BANGKOK. Der Verband thailändischer Reisebüros (ATTA) ist besorgt über wirtschaftliche und soziale Risiken, falls die Regierung eine Ausreisesteuer von 1.000 Baht für einheimische Reisende einführt, da diese Maßnahme zu noch höheren Flugpreisen führen und Reisende aus der Mittelschicht, Studenten und MICE-Teilnehmer (Meetings, Incentives, Konferenzen und Ausstellungen) benachteiligen könnte.
Nachdem der thailändische Reisebüroverband letzte Woche seine Ablehnung des Vorschlags zum Ausdruck gebracht hatte, bekräftigte Atta am Mittwoch seine Ablehnung der Abgabe.
Adith Chairattananon, Ehrengeneralsekretär von Atta, sagte, dass es im vergangenen Jahr 32,9 Millionen ausländische Ankünfte gegeben habe, fast das Dreifache des Marktes für Ausreisende von 11 bis 12 Millionen Menschen.
Er sagte, dass die Unterbrechung der Ausreiseströme durch eine Gebühr von 1.000 Baht voraussichtlich den Gegenseitigkeitstourismus verringern werde.

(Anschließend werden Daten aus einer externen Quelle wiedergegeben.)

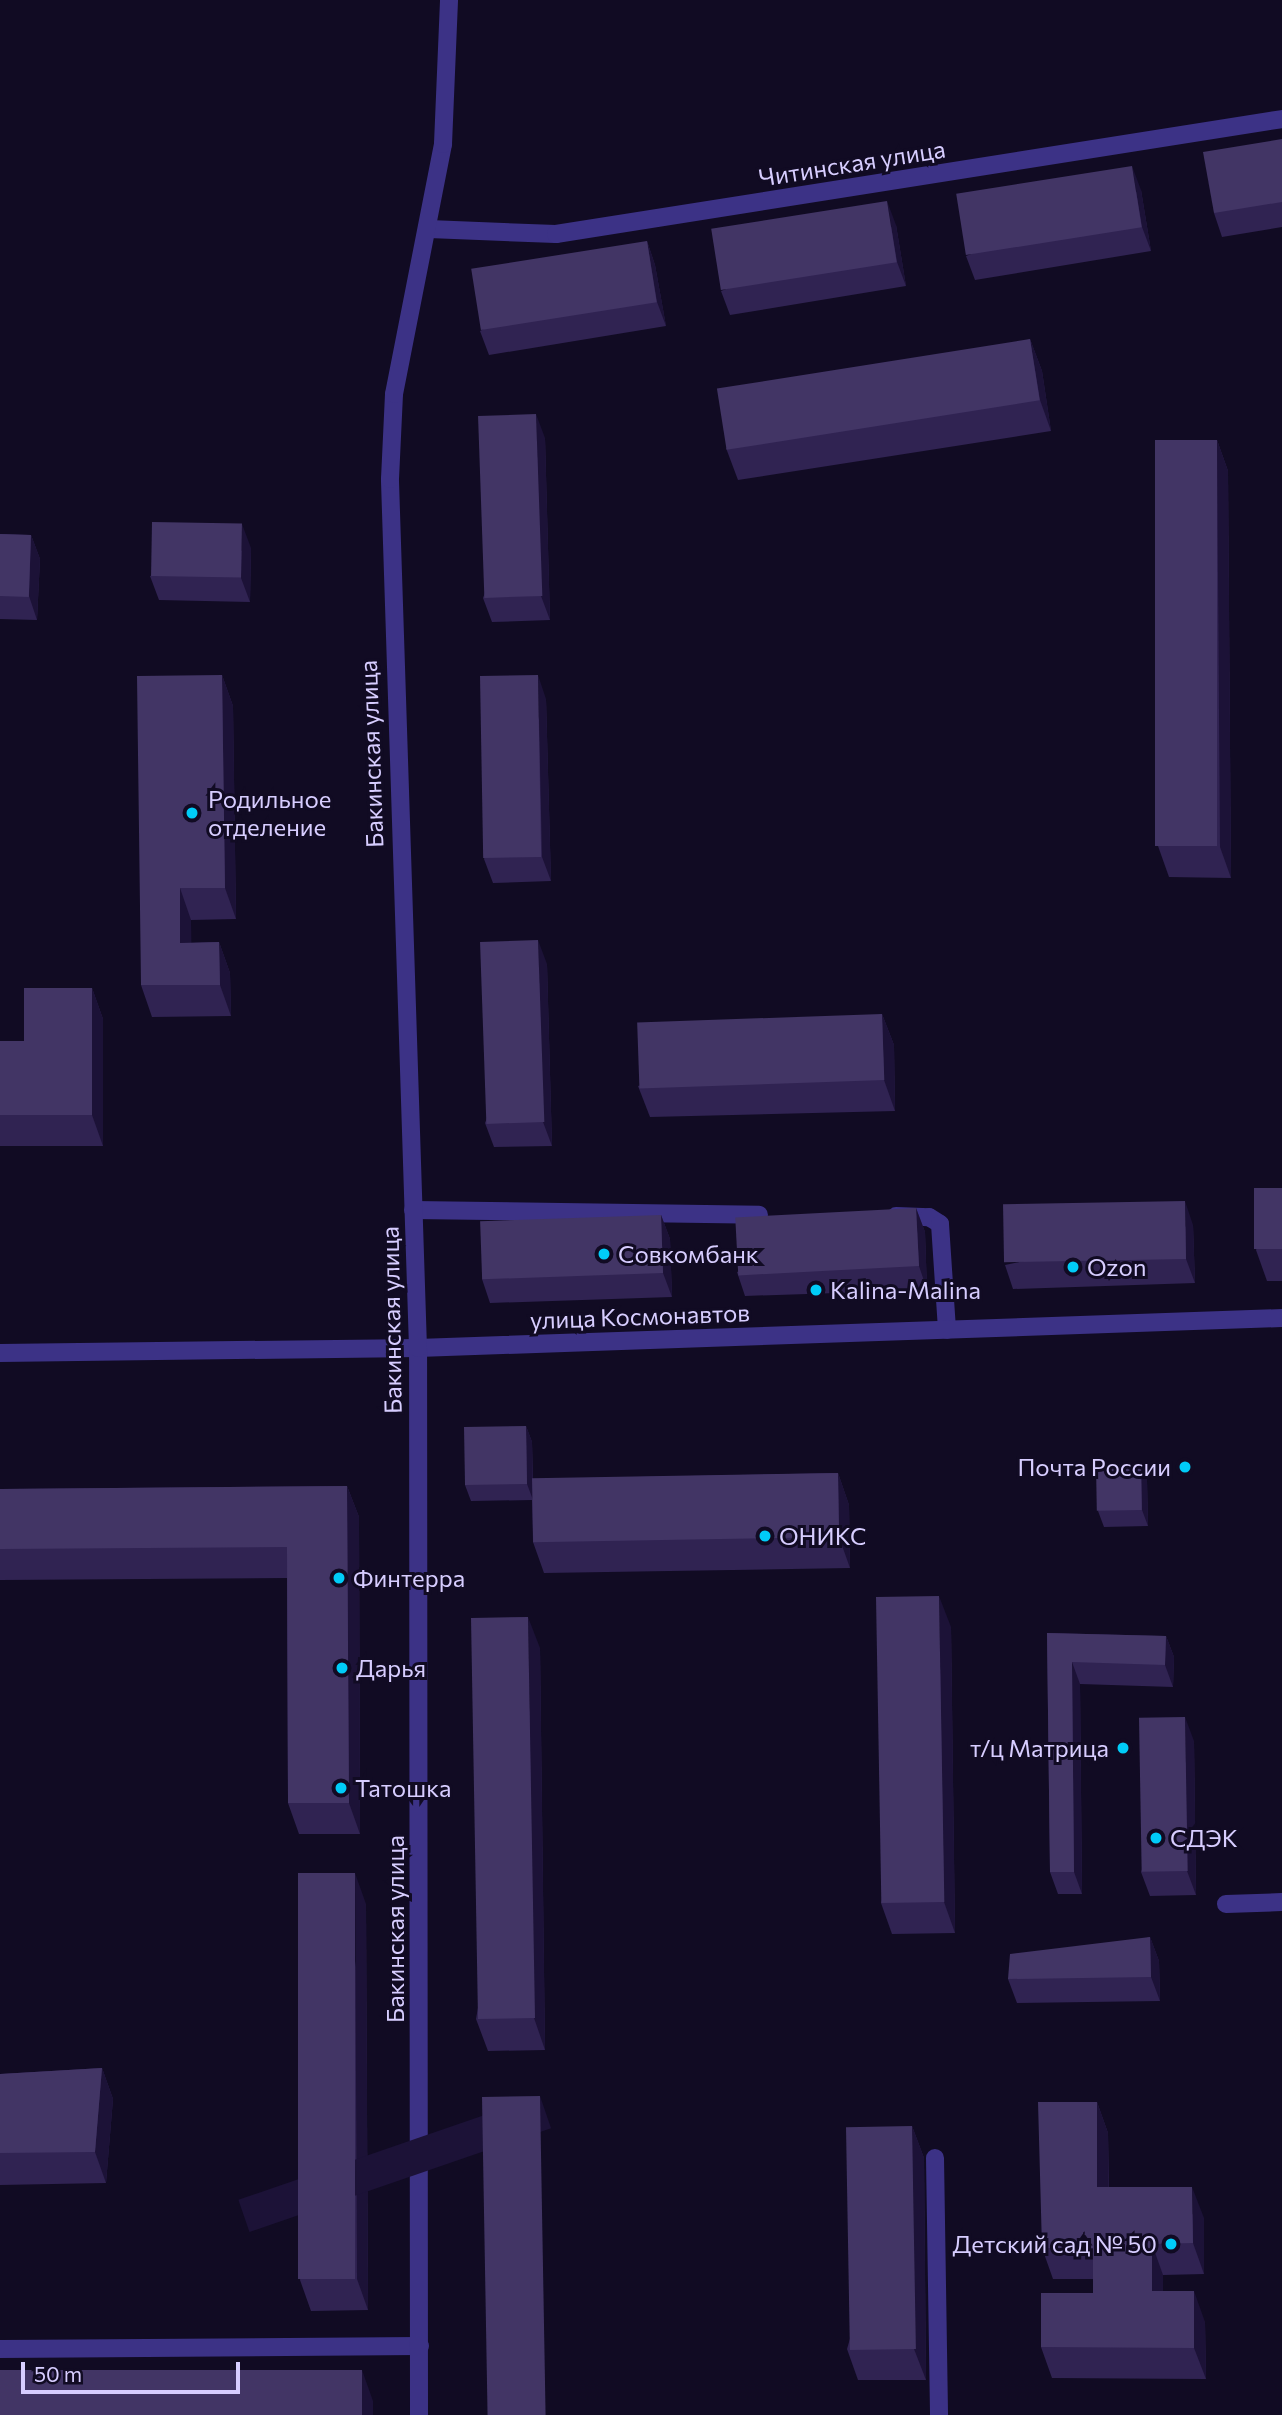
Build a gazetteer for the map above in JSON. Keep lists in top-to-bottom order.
{
  "streets": {
    "street": ["Читинская улица", "Бакинская улица", "улица Космонавтов"]
  },
  "crossings": [
    ["Читинская улица", "Бакинская улица"],
    ["Бакинская улица", "улица Космонавтов"]
  ],
  "places": [
    "Родильное отделение",
    "Совкомбанк",
    "Ozon",
    "Kalina-Malina",
    "Почта России",
    "ОНИКС",
    "Финтерра",
    "Дарья",
    "т/ц Матрица",
    "Татошка",
    "СДЭК",
    "Детский сад № 50"
  ],
  "scale_bar": "50 m"
}
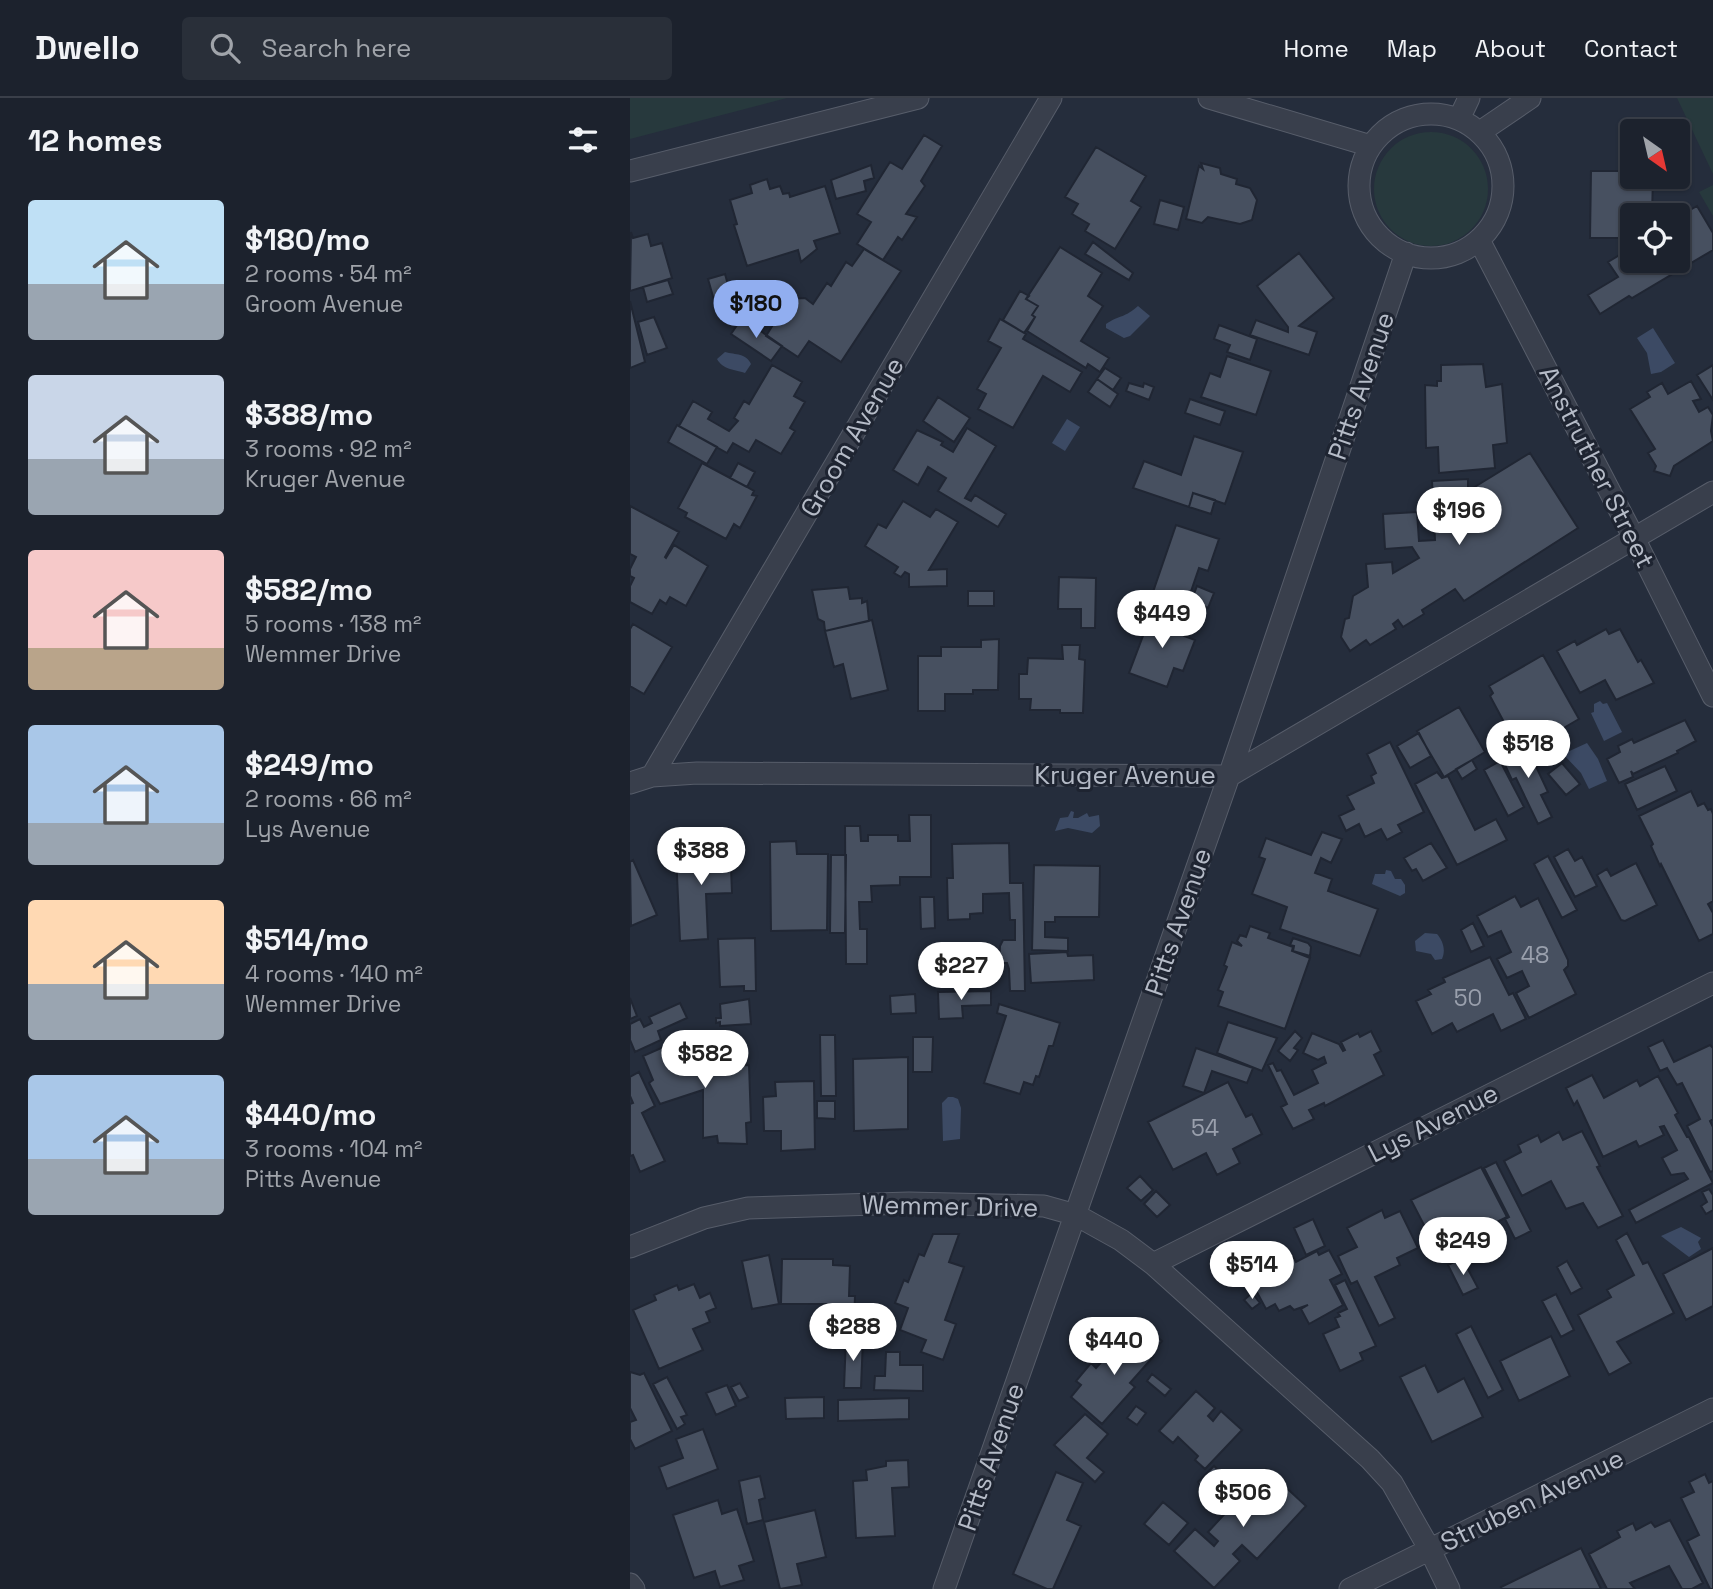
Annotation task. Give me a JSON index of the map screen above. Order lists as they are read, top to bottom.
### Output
{
  "streets": {
    "street": [
      "Pitts Avenue",
      "Groom Avenue",
      "Anstruther Street",
      "Kruger Avenue",
      "Lys Avenue",
      "Wemmer Drive",
      "Struben Avenue"
    ]
  },
  "crossings": [
    ["Pitts Avenue", "Anstruther Street"],
    ["Pitts Avenue", "Kruger Avenue"],
    ["Pitts Avenue", "Wemmer Drive"],
    ["Groom Avenue", "Kruger Avenue"],
    ["Anstruther Street", "Kruger Avenue"],
    ["Lys Avenue", "Wemmer Drive"],
    ["Wemmer Drive", "Struben Avenue"]
  ],
  "house_numbers": ["48", "50", "54"],
  "north": "bottom right",
  "page": {
    "header": "Dwello",
    "search": "Search here",
    "nav": [
      "Home",
      "Map",
      "About",
      "Contact"
    ],
    "heading": "12 homes",
    "list": [
      {
        "name": "$180/mo",
        "note": "2 rooms · 54 m² · Groom Avenue"
      },
      {
        "name": "$388/mo",
        "note": "3 rooms · 92 m² · Kruger Avenue"
      },
      {
        "name": "$582/mo",
        "note": "5 rooms · 138 m² · Wemmer Drive"
      },
      {
        "name": "$249/mo",
        "note": "2 rooms · 66 m² · Lys Avenue"
      },
      {
        "name": "$514/mo",
        "note": "4 rooms · 140 m² · Wemmer Drive"
      },
      {
        "name": "$440/mo",
        "note": "3 rooms · 104 m² · Pitts Avenue"
      }
    ],
    "price": [
      "$180",
      "$196",
      "$449",
      "$518",
      "$388",
      "$227",
      "$582",
      "$249",
      "$514",
      "$288",
      "$440",
      "$506"
    ]
  }
}
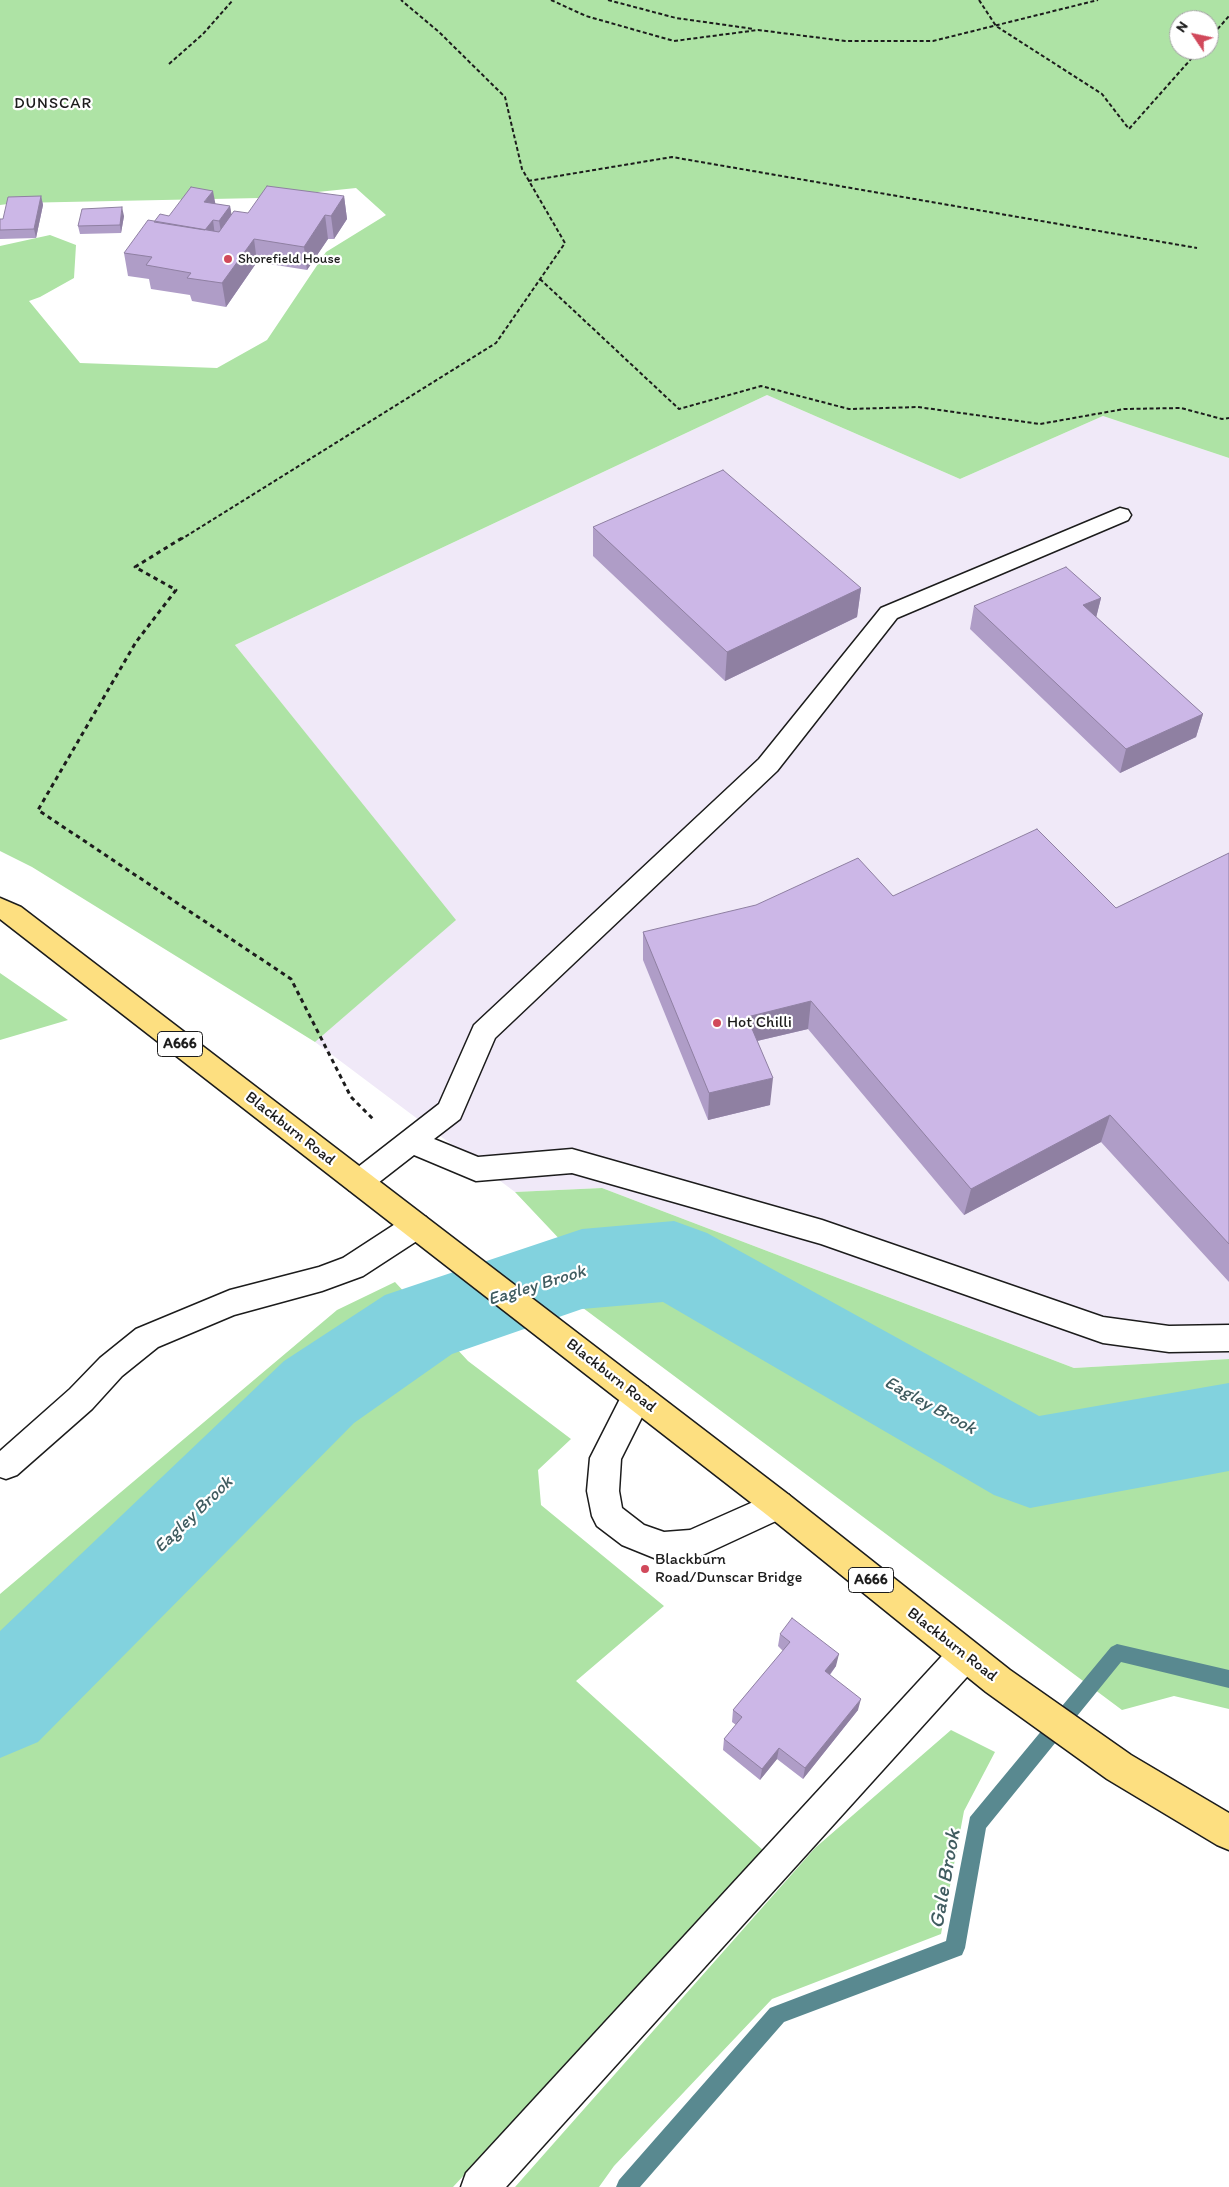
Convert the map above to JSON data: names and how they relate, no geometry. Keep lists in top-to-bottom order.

Viele Länder fördern den Tourismus in beide Richtungen, um den Verkehr aufrechtzuerhalten, insbesondere während des Nahostkonflikts, da sie sich aufgrund der begrenzten Reisenachfrage nicht auf den einseitigen Flugverkehr verlassen können.
„Ein starker Exportmarkt stärkt Thailands Position und schafft Möglichkeiten für bilaterale Abkommen, wie etwa Visafreiheitsregelungen oder Handelsabkommen, was alles dem Image und der Wirtschaft des Landes zugutekommt“, sagte Herr Adith.
Im Gegensatz dazu würde eine Ausreisesteuer der Strategie, Verhandlungsmacht auf der Weltbühne aufzubauen, widersprechen und zudem Risiken für verschiedene Gruppen schaffen, bemerkte er.
Die Luftfahrtindustrie ist auf die Auslastung sowohl von Hin- als auch von Rückflügen angewiesen. Reisen weniger Thailänder, müssen die Fluggesellschaften die Kosten für leere Plätze auf Hinflügen tragen und sind daher gezwungen, die Ticketpreise für Rückflüge zu erhöhen, um dies auszugleichen.

Aus diplomatischer Sicht würde diese Abgabe, wenn die Regierung versucht, über visafreie Einreise für Thailänder zu verhandeln, eine negative internationale Wahrnehmung hervorrufen und möglicherweise zu Vergeltungszöllen oder strengeren Visabestimmungen seitens der Handelspartner führen, sagte Herr Adith.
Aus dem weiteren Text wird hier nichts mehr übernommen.